::: Input :::

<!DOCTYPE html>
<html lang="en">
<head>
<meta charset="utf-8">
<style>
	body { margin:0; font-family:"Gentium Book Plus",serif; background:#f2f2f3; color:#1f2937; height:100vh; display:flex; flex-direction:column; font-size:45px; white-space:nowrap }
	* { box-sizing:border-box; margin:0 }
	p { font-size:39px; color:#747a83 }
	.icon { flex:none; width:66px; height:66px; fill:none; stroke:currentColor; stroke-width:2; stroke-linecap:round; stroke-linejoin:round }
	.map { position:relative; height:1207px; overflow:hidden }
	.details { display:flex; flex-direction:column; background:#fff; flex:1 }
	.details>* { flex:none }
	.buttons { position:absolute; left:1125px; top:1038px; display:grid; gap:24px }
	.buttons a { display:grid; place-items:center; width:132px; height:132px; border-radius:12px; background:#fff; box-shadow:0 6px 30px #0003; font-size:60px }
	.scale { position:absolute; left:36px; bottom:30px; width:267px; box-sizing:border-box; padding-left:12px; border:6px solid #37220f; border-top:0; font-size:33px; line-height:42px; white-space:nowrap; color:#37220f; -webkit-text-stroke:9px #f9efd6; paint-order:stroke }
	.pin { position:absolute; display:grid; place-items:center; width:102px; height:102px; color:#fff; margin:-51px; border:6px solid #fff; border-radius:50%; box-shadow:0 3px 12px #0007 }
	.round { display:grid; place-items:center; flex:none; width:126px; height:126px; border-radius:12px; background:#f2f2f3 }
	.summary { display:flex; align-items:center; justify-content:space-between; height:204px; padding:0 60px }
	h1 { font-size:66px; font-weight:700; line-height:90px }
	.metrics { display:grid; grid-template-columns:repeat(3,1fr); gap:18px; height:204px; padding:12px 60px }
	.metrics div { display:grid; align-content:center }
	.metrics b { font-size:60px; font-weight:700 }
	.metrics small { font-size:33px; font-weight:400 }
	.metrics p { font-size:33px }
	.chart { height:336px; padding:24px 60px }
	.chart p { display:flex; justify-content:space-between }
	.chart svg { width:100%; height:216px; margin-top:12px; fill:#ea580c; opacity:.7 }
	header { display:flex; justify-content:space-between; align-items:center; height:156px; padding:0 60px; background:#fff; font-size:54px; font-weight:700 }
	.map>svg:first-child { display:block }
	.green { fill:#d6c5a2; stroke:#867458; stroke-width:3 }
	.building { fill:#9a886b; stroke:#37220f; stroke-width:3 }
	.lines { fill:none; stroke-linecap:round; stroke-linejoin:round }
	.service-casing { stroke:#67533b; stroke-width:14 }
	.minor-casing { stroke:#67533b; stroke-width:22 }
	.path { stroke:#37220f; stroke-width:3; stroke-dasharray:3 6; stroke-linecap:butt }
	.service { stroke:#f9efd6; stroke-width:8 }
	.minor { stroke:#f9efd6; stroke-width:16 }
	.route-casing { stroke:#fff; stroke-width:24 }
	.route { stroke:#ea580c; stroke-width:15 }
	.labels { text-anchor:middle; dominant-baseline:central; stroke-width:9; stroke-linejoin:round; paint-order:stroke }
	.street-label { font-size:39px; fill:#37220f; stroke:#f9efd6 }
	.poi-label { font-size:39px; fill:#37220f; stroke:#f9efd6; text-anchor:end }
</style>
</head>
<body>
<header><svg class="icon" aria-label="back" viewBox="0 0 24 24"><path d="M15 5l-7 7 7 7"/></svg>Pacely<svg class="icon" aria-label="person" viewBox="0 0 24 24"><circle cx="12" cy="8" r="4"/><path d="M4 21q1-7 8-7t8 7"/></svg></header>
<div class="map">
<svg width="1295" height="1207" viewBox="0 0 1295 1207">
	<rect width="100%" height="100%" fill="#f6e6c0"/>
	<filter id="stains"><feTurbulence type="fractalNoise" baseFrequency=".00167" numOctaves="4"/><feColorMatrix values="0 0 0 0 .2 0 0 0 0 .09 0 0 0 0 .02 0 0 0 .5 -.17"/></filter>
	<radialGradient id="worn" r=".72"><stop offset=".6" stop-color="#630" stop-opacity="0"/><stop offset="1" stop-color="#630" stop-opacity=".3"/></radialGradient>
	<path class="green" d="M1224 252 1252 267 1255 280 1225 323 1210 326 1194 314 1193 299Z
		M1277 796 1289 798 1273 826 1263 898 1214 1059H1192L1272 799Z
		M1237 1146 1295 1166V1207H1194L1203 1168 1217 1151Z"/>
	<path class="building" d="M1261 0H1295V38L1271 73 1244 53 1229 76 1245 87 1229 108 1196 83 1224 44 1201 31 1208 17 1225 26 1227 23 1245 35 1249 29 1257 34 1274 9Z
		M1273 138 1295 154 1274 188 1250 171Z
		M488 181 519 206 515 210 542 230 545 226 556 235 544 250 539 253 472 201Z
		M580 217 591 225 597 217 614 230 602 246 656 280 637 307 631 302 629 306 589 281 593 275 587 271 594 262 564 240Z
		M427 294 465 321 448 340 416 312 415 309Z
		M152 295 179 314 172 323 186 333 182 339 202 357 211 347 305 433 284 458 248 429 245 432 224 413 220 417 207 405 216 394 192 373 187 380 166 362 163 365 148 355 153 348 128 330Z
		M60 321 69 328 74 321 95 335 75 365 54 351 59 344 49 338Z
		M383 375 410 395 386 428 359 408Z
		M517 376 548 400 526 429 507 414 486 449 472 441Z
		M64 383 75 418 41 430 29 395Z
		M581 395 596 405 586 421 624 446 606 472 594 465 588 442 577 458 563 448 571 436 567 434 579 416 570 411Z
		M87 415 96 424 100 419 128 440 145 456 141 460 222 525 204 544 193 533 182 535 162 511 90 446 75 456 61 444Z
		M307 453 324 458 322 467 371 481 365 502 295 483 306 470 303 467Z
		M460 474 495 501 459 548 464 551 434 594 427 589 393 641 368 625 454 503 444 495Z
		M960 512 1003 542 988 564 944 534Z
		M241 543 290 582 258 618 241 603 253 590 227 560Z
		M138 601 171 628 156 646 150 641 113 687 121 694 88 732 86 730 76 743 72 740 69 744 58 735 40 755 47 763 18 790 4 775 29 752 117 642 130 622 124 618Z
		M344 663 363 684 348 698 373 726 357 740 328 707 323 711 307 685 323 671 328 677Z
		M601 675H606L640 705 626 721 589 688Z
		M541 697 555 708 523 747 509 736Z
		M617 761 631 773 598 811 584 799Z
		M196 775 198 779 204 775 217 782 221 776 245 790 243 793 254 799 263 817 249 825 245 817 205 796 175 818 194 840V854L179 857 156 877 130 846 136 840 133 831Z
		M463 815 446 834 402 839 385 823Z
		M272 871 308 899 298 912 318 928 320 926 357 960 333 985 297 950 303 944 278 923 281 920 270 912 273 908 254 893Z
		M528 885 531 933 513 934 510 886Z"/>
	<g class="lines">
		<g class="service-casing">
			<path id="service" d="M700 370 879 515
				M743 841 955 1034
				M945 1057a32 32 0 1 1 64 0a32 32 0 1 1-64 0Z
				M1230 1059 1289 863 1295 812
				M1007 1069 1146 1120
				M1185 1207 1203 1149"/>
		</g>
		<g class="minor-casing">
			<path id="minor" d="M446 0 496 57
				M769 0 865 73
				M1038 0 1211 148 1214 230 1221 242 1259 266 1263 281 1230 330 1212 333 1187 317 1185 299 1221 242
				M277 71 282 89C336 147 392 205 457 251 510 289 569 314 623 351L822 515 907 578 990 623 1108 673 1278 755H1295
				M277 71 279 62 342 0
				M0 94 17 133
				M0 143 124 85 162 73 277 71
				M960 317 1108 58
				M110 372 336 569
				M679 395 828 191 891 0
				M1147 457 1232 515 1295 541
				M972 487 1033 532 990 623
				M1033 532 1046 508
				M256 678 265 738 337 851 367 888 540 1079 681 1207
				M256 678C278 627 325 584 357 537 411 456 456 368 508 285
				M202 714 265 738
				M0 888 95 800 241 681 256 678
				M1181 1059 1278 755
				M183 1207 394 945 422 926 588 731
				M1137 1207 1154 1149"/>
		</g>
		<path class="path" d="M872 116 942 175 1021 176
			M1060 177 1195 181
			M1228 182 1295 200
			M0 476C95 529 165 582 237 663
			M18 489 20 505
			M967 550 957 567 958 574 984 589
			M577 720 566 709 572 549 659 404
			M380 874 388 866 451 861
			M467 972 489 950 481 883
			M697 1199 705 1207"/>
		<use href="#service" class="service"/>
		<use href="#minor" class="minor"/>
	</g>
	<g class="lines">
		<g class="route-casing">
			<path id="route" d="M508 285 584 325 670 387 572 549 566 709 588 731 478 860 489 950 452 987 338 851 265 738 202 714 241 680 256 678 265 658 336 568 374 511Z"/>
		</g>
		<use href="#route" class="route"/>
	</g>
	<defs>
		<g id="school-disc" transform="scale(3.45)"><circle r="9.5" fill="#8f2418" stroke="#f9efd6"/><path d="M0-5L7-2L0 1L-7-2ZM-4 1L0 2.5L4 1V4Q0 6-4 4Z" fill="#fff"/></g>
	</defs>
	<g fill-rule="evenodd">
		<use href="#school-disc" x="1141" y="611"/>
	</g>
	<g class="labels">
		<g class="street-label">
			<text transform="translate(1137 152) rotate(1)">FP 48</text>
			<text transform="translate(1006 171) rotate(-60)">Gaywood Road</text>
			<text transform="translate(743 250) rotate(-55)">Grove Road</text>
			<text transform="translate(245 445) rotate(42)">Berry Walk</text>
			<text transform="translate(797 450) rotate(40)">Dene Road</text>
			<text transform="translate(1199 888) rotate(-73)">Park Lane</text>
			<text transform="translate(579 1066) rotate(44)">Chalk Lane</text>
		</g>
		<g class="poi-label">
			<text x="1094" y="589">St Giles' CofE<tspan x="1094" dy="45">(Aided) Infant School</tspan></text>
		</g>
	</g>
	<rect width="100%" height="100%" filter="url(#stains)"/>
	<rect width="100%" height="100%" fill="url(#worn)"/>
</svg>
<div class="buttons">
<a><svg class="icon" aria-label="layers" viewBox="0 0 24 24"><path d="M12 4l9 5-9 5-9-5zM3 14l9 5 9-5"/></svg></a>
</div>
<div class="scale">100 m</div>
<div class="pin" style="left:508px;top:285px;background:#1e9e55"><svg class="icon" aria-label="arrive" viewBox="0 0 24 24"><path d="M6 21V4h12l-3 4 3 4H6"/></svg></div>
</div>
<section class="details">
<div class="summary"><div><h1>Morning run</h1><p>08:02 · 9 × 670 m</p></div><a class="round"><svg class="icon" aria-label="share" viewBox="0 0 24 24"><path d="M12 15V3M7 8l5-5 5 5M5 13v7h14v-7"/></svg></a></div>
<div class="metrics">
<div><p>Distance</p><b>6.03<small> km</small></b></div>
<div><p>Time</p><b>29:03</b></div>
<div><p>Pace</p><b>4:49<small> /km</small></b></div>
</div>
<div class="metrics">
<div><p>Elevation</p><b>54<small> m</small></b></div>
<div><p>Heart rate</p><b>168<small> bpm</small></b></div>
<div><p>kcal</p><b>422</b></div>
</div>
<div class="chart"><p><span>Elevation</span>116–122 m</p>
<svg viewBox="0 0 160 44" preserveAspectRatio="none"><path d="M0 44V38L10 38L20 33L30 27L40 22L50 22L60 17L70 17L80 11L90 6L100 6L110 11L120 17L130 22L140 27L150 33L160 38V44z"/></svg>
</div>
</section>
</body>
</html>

:::

Task goal - Transcribe only the lines from the beginning of the entries to the line with "flex:none; width:66px; height:66px;", inclusive, exactly as written.

Result below -
<!DOCTYPE html>
<html lang="en">
<head>
<meta charset="utf-8">
<style>
	body { margin:0; font-family:"Gentium Book Plus",serif; background:#f2f2f3; color:#1f2937; height:100vh; display:flex; flex-direction:column; font-size:45px; white-space:nowrap }
	* { box-sizing:border-box; margin:0 }
	p { font-size:39px; color:#747a83 }
	.icon { flex:none; width:66px; height:66px; fill:none; stroke:currentColor; stroke-width:2; stroke-linecap:round; stroke-linejoin:round }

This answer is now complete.